:: TASK TO COMPLETE ::
Skip the pictures. Output only the lines below starting at the line with "index pip: (76, 271)" and ending at the line with "middle tip: (458, 89)", both ends included, exactly as they are.

━━━ AVAILABLE RECORDS ━━━

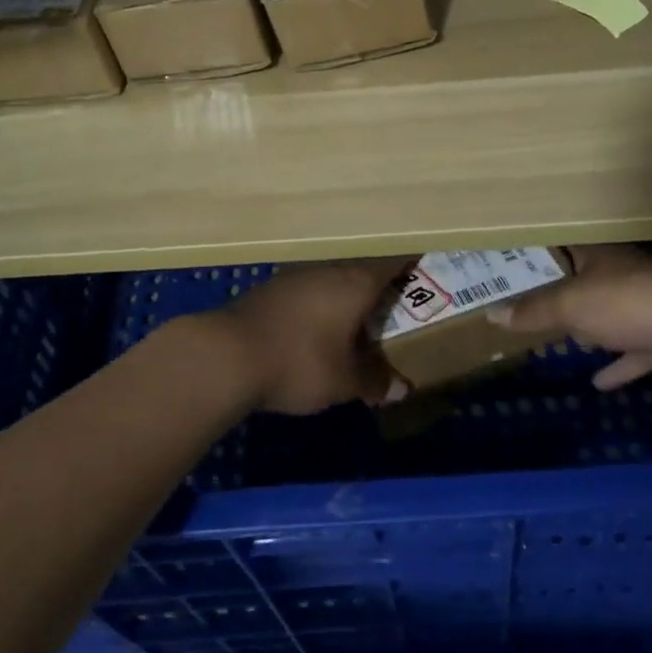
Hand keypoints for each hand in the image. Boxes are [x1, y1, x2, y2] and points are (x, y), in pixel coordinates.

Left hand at [196, 260, 411, 414]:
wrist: (226, 354)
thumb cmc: (299, 362)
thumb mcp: (344, 381)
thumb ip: (375, 382)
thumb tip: (402, 389)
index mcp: (356, 283)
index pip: (393, 263)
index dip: (411, 266)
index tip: (425, 272)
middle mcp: (329, 270)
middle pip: (363, 271)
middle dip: (379, 289)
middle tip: (395, 309)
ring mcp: (296, 276)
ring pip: (333, 280)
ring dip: (346, 298)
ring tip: (357, 323)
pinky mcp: (270, 290)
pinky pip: (308, 292)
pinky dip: (320, 306)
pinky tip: (316, 330)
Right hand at [486, 245, 651, 389]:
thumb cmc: (632, 302)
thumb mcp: (572, 305)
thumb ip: (534, 311)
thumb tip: (492, 314)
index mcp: (598, 257)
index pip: (559, 249)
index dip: (533, 257)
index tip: (506, 269)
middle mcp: (622, 275)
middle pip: (583, 283)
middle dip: (559, 297)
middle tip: (526, 310)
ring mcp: (649, 306)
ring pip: (610, 318)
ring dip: (591, 331)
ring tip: (563, 344)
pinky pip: (636, 352)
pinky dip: (620, 366)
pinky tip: (599, 384)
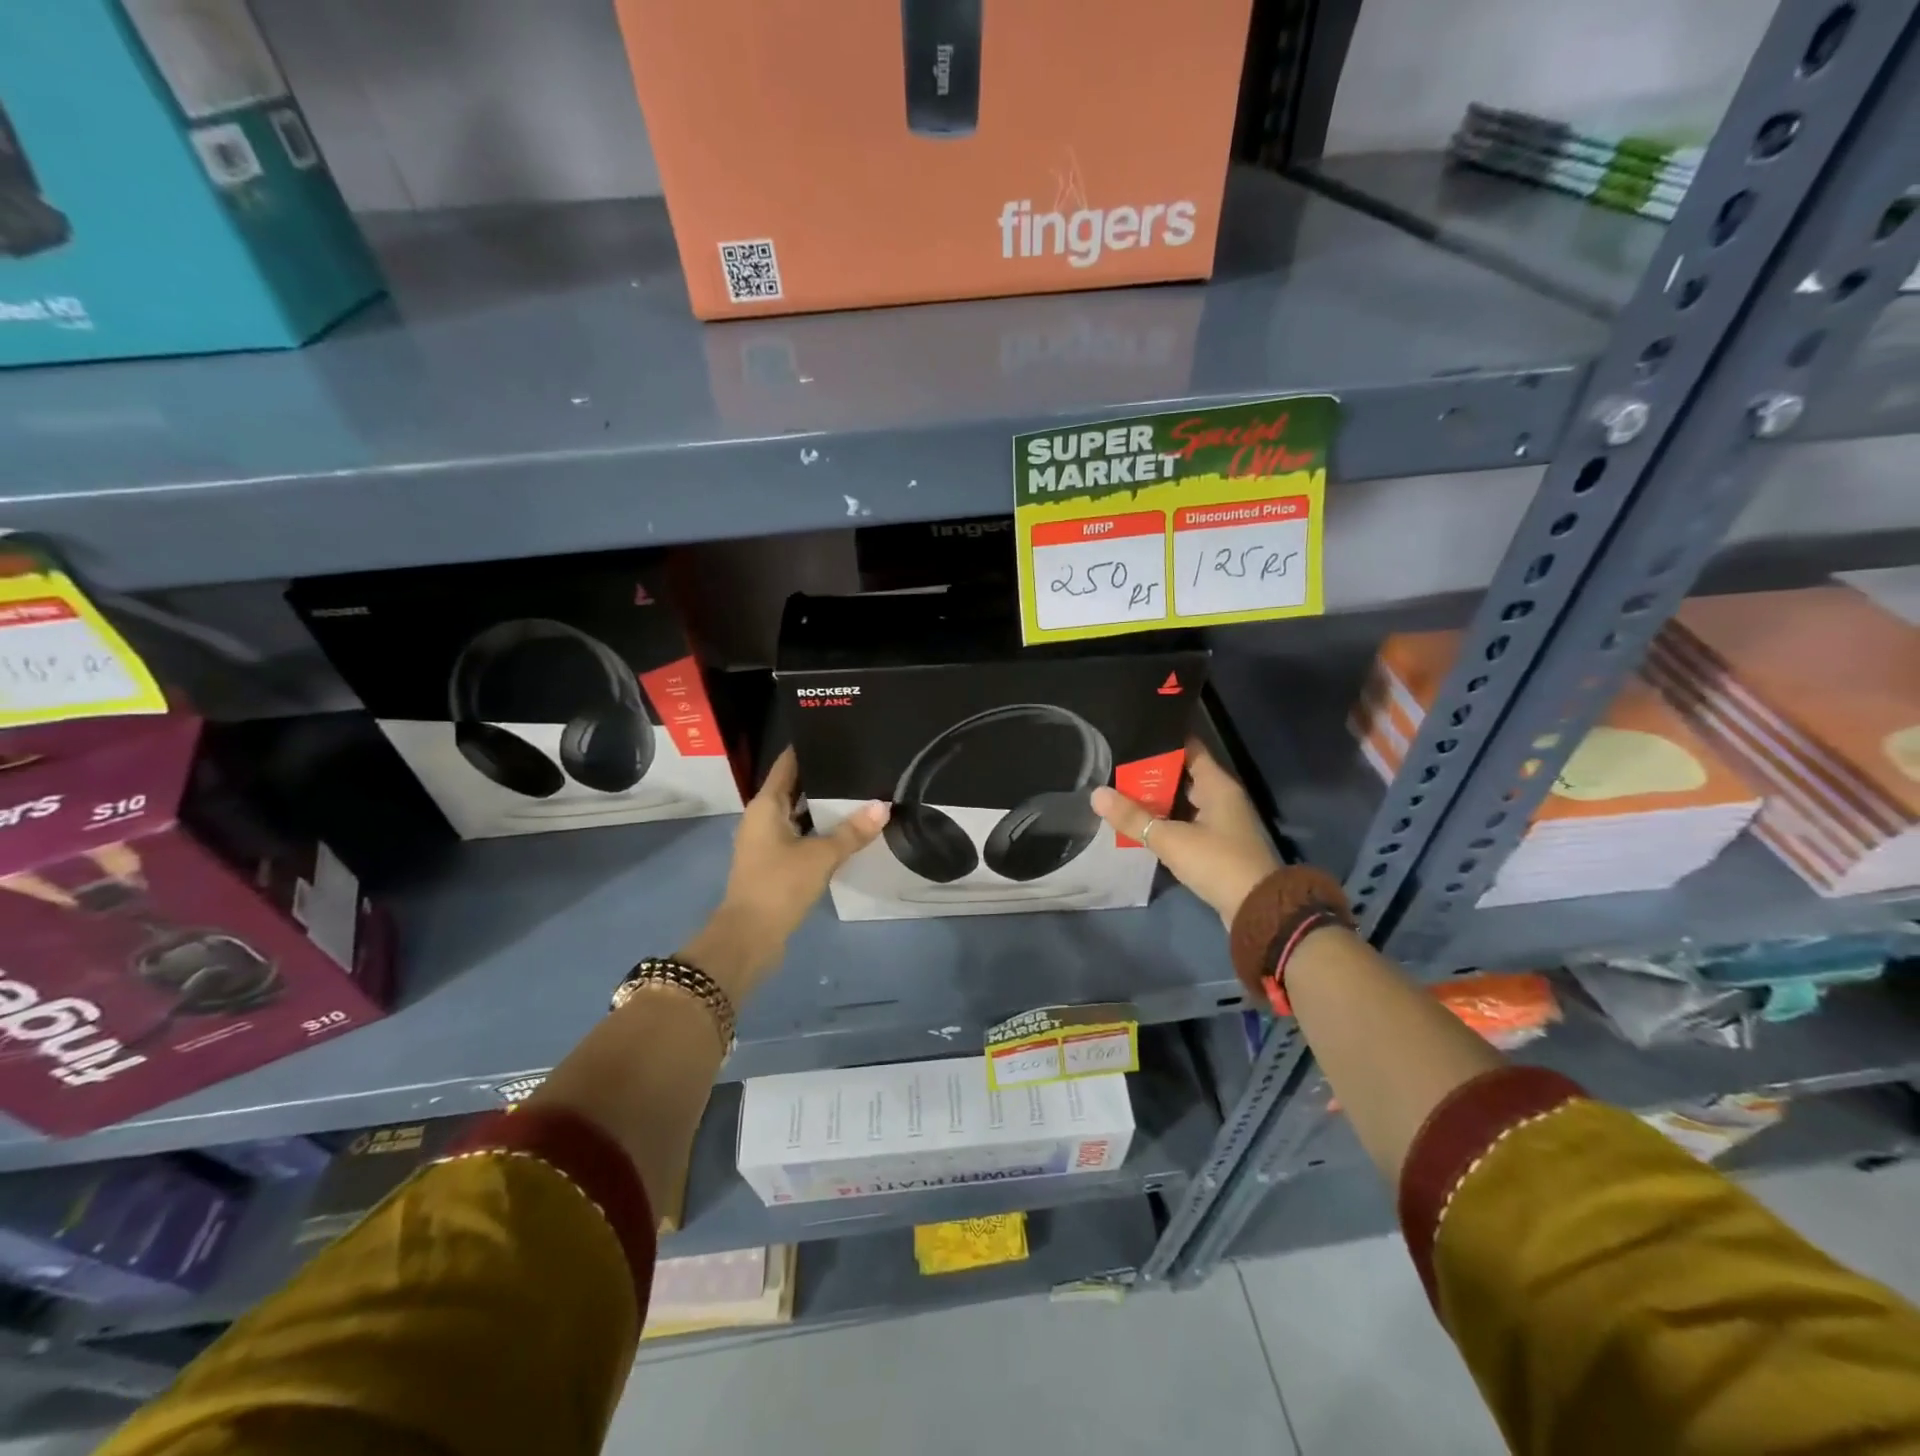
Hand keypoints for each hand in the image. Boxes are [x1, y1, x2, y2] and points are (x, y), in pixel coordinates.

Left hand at [683, 748, 888, 998]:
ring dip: (823, 806)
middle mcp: (762, 818)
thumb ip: (852, 831)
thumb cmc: (779, 885)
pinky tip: (846, 829)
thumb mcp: (821, 856)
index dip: (809, 749)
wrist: (749, 937)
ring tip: (860, 791)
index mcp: (766, 805)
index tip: (836, 734)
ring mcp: (767, 842)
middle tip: (859, 762)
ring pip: (798, 813)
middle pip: (794, 787)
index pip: (787, 764)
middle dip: (823, 776)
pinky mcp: (774, 863)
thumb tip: (884, 806)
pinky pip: (800, 835)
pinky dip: (819, 829)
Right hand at [1091, 741, 1279, 929]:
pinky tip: (1140, 822)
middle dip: (1151, 772)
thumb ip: (1133, 817)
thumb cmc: (1217, 862)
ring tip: (1120, 790)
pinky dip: (1166, 820)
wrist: (1256, 909)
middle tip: (1116, 766)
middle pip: (1182, 775)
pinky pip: (1186, 822)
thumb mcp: (1170, 839)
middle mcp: (1222, 797)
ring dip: (1157, 799)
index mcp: (1217, 785)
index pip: (1189, 748)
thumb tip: (1096, 794)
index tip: (1132, 736)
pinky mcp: (1217, 844)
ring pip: (1182, 801)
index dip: (1162, 742)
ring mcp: (1221, 821)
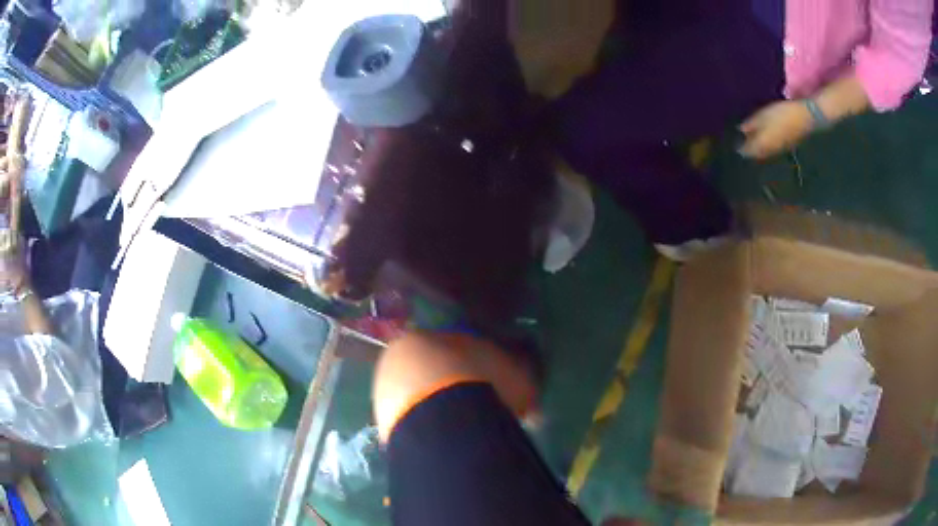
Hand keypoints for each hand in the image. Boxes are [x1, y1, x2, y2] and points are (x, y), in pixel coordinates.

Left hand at [739, 100, 812, 159]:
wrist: (805, 118)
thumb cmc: (783, 114)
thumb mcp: (764, 116)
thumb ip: (751, 124)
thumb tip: (739, 130)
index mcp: (763, 144)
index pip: (747, 151)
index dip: (739, 149)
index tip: (730, 145)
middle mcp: (770, 152)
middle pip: (755, 155)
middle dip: (746, 151)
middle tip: (738, 144)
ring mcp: (778, 150)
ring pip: (763, 154)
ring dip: (755, 150)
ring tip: (747, 142)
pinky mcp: (785, 147)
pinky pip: (770, 151)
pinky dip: (763, 147)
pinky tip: (761, 141)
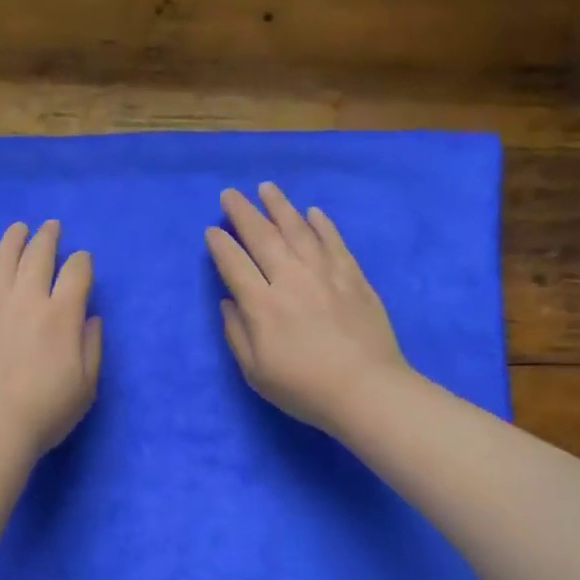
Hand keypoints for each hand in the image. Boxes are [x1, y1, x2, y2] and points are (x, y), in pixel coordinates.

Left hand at [0, 220, 102, 460]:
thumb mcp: (86, 385)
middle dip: (49, 237)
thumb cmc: (45, 411)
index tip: (83, 260)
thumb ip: (92, 346)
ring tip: (19, 230)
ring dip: (14, 240)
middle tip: (52, 227)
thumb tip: (90, 317)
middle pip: (38, 254)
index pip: (76, 271)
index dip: (82, 261)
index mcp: (60, 314)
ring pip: (2, 259)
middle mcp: (25, 299)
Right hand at [206, 182, 408, 436]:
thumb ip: (237, 333)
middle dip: (243, 213)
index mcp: (262, 306)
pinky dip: (322, 225)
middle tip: (230, 194)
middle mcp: (290, 280)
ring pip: (298, 230)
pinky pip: (334, 242)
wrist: (368, 391)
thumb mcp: (256, 372)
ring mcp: (325, 274)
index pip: (234, 264)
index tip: (212, 230)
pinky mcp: (354, 277)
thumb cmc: (305, 389)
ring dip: (280, 206)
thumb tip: (228, 301)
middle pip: (263, 237)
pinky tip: (313, 212)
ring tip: (267, 188)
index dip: (220, 245)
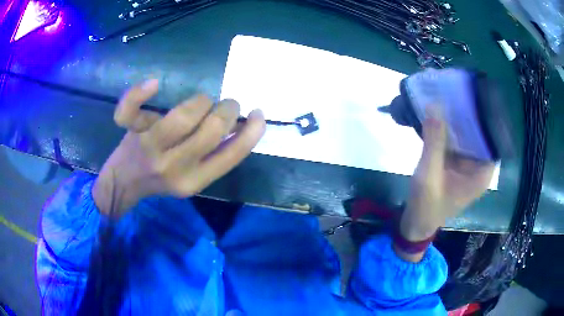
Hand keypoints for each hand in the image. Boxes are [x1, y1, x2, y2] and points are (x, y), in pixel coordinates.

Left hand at [92, 79, 265, 216]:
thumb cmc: (162, 178)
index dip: (251, 132)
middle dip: (227, 110)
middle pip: (211, 130)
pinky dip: (139, 93)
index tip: (257, 114)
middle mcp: (173, 166)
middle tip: (226, 106)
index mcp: (194, 181)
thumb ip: (216, 156)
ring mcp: (150, 147)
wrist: (125, 182)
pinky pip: (130, 110)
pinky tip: (153, 85)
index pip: (231, 155)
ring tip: (202, 102)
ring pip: (184, 115)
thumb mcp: (194, 177)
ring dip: (201, 101)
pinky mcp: (132, 132)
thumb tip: (240, 126)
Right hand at [400, 106, 494, 241]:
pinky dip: (450, 128)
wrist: (416, 223)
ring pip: (468, 135)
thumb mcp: (429, 175)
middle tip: (458, 89)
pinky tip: (441, 113)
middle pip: (480, 134)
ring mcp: (468, 164)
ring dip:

━━━

:: THE ANSWER ::
index pip: (76, 271)
index dip: (82, 261)
index mcp: (60, 314)
ring pip: (2, 259)
middle mcp: (25, 299)
Right hand at [206, 182, 408, 436]:
thumb ip: (237, 333)
middle dip: (243, 213)
index mcp: (262, 306)
pinky dip: (322, 225)
middle tip: (230, 194)
middle mcp: (290, 280)
ring pip: (298, 230)
pinky pip: (334, 242)
wrist: (368, 391)
thumb mcp: (256, 372)
ring mcp: (325, 274)
index pip: (234, 264)
index tip: (212, 230)
pinky mcp: (354, 277)
thumb cmc: (305, 389)
ring dip: (280, 206)
thumb tip: (228, 301)
middle pip: (263, 237)
pinky tip: (313, 212)
ring tip: (267, 188)
index dip: (220, 245)
Hand keypoints for each hand in the image. Boxes are [x1, y1, x2, y2] and points are (x, y), in pixel coordinates.

Left hand at [92, 79, 265, 216]:
thumb cmc: (162, 178)
index dip: (251, 132)
middle dip: (227, 110)
middle pip: (211, 130)
pinky dip: (139, 93)
index tip: (257, 114)
middle mcp: (173, 166)
middle tip: (226, 106)
index mcp: (194, 181)
thumb ip: (216, 156)
ring mcp: (150, 147)
wrist: (125, 182)
pinky pip: (130, 110)
pinky tip: (153, 85)
index pip: (231, 155)
ring tip: (202, 102)
ring pip: (184, 115)
thumb mcp: (194, 177)
ring dip: (201, 101)
pinky mcp: (132, 132)
thumb tip: (240, 126)
Right hand at [400, 106, 494, 241]:
pinky dip: (450, 128)
wrist: (416, 223)
ring pip: (468, 135)
thumb mcp: (429, 175)
middle tip: (458, 89)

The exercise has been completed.